■ Saved entries
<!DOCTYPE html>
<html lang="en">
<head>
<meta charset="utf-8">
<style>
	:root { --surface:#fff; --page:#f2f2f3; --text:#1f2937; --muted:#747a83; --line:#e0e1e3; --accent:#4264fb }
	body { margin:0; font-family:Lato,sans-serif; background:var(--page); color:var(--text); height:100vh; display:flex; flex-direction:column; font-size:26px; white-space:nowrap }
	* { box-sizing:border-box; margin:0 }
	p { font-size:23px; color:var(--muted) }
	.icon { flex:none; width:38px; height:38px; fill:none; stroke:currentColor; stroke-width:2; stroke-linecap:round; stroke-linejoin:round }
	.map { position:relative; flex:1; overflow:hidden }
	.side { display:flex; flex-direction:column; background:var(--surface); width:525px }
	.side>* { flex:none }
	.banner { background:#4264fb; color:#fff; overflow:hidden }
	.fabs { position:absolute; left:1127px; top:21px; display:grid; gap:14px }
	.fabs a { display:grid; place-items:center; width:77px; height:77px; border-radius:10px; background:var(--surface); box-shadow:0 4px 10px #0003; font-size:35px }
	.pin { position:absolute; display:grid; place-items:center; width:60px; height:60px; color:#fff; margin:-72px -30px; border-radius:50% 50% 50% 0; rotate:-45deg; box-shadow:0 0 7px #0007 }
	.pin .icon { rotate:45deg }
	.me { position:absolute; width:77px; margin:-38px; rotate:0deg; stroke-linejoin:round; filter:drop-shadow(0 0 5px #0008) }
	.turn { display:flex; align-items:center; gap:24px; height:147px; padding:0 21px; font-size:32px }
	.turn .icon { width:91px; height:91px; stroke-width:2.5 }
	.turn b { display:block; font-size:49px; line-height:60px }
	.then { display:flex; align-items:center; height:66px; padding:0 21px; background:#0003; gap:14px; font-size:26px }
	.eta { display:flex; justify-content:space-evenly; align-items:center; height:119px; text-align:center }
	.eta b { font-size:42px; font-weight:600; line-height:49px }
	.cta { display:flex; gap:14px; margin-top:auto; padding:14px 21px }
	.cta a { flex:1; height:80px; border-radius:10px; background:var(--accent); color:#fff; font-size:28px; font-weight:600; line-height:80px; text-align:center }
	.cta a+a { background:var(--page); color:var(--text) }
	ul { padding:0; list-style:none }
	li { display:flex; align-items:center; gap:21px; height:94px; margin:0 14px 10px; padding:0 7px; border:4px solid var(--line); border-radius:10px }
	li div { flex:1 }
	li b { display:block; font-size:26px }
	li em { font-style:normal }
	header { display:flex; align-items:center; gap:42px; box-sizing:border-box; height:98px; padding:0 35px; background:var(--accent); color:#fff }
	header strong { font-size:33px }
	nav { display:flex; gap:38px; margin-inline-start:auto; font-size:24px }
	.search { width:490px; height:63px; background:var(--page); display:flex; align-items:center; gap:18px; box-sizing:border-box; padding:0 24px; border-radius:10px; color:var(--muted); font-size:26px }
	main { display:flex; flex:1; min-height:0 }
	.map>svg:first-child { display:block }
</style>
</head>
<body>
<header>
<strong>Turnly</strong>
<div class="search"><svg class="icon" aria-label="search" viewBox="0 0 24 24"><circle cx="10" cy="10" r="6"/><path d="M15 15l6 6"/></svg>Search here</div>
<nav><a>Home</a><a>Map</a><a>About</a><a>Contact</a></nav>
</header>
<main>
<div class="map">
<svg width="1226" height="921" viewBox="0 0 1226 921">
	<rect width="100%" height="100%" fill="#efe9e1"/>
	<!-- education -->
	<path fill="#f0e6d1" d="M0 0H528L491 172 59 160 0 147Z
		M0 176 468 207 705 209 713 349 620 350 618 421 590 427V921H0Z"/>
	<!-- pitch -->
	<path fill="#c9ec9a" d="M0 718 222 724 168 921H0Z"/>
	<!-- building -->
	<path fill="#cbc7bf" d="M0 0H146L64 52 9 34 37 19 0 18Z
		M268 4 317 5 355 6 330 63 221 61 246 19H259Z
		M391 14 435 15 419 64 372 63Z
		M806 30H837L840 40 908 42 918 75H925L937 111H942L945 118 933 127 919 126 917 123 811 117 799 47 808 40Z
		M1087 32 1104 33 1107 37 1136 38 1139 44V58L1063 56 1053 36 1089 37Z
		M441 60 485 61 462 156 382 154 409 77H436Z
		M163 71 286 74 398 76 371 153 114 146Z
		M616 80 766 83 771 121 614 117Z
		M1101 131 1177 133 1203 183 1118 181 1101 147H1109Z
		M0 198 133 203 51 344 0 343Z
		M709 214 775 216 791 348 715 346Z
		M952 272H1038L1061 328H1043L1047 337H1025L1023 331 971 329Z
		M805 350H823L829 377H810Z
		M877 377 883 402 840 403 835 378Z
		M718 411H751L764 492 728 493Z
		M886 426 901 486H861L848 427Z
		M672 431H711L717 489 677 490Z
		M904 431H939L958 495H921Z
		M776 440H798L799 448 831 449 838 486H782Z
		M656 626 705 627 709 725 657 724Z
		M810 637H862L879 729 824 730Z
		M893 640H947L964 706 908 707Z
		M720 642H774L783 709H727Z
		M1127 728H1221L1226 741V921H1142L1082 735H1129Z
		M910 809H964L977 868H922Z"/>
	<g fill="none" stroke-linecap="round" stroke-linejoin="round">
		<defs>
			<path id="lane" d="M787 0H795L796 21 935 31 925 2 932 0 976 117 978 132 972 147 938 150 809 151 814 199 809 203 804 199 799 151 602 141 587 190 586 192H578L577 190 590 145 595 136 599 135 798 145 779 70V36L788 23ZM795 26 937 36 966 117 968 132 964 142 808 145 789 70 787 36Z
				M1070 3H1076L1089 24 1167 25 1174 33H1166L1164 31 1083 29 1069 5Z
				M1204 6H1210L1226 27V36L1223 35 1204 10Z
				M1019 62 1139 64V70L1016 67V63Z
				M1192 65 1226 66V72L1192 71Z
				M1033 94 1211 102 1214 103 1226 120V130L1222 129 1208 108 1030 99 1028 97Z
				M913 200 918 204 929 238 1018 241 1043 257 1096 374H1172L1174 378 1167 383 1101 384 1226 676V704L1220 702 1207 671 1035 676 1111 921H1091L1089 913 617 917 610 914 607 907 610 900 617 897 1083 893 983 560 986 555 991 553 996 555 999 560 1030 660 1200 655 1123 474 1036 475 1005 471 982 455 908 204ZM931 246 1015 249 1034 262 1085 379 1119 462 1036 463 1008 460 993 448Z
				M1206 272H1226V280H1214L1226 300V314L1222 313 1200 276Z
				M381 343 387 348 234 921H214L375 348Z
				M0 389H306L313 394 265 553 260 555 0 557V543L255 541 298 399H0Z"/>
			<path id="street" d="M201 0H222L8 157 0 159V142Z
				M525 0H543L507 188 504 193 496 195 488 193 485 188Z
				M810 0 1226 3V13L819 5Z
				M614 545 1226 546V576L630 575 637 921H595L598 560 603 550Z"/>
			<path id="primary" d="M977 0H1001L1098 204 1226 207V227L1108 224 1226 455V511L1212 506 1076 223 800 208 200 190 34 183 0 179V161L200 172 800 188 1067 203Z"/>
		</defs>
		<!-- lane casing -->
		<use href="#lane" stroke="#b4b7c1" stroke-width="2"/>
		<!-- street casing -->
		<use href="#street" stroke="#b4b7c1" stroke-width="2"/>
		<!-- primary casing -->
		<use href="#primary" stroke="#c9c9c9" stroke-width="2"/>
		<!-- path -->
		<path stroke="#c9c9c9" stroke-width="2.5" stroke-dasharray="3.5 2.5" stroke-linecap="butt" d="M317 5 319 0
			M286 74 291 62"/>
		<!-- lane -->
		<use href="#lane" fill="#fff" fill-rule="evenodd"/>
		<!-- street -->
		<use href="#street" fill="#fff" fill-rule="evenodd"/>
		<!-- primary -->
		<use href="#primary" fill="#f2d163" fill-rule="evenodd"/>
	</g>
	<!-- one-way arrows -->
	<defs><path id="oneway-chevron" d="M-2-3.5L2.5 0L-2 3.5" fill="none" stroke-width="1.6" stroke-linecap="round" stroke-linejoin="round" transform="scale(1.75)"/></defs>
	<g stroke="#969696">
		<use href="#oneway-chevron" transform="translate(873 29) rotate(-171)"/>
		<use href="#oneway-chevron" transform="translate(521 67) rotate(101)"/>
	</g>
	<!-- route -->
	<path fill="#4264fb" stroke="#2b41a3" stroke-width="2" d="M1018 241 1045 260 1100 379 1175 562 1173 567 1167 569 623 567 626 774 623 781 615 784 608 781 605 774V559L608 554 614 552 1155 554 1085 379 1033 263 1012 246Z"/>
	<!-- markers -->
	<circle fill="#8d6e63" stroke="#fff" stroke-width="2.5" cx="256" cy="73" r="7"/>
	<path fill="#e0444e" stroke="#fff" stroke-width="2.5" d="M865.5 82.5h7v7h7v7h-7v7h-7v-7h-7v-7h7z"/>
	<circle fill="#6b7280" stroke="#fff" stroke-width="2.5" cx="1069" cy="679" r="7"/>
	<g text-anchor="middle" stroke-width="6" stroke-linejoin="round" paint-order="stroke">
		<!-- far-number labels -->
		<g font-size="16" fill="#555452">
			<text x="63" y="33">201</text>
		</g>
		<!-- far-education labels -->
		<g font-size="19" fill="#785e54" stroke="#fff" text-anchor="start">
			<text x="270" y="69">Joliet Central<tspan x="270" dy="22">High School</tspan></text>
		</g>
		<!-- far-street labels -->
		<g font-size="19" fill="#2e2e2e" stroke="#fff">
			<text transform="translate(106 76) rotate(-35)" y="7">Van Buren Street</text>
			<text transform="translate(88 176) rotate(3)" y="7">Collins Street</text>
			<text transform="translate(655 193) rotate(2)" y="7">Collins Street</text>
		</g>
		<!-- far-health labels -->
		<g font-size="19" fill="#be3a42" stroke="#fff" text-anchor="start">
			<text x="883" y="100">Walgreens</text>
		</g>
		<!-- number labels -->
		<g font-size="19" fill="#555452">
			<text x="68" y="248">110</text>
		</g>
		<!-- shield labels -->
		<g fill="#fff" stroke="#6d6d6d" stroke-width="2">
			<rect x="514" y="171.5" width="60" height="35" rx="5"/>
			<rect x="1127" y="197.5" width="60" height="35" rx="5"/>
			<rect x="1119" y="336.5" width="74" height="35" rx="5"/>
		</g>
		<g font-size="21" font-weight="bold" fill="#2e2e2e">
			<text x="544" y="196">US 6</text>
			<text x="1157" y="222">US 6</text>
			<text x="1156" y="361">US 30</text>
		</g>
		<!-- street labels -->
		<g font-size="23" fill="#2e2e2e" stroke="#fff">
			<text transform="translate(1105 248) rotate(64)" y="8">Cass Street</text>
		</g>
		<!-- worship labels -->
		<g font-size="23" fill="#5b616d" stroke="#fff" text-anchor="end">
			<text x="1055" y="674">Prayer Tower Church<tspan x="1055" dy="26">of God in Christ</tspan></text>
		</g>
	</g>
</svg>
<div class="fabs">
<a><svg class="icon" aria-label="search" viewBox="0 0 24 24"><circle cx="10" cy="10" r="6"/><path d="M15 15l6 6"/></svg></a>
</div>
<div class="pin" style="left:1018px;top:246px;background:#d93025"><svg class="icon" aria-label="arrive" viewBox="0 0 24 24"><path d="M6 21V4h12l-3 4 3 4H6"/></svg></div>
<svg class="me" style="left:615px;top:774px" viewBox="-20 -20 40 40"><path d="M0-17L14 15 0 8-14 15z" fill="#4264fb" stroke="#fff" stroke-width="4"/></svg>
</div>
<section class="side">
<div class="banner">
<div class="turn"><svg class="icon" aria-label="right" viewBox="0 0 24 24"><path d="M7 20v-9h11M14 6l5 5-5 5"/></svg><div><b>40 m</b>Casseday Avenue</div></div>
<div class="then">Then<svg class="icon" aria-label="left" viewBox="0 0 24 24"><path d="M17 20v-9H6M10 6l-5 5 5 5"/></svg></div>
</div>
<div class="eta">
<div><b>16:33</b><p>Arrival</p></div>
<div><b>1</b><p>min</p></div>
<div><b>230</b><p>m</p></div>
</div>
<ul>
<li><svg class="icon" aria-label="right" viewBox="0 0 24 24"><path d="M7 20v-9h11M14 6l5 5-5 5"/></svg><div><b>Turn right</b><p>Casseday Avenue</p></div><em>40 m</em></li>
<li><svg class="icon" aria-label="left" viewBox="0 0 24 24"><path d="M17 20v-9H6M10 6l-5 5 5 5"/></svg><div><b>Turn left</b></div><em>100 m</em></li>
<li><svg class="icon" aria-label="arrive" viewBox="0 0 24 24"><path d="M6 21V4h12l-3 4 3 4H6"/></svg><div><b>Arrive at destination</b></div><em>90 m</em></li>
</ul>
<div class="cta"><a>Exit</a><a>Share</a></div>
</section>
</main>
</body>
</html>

■ AIM OF THE TASK
Only the lines from the one holding "right</b><p>Casseday Avenue</p></div><em>40 m</em></li>" through the end of the records should appear in the answer, each repeated exactly.

■ WRITTEN SOLUTION
<li><svg class="icon" aria-label="right" viewBox="0 0 24 24"><path d="M7 20v-9h11M14 6l5 5-5 5"/></svg><div><b>Turn right</b><p>Casseday Avenue</p></div><em>40 m</em></li>
<li><svg class="icon" aria-label="left" viewBox="0 0 24 24"><path d="M17 20v-9H6M10 6l-5 5 5 5"/></svg><div><b>Turn left</b></div><em>100 m</em></li>
<li><svg class="icon" aria-label="arrive" viewBox="0 0 24 24"><path d="M6 21V4h12l-3 4 3 4H6"/></svg><div><b>Arrive at destination</b></div><em>90 m</em></li>
</ul>
<div class="cta"><a>Exit</a><a>Share</a></div>
</section>
</main>
</body>
</html>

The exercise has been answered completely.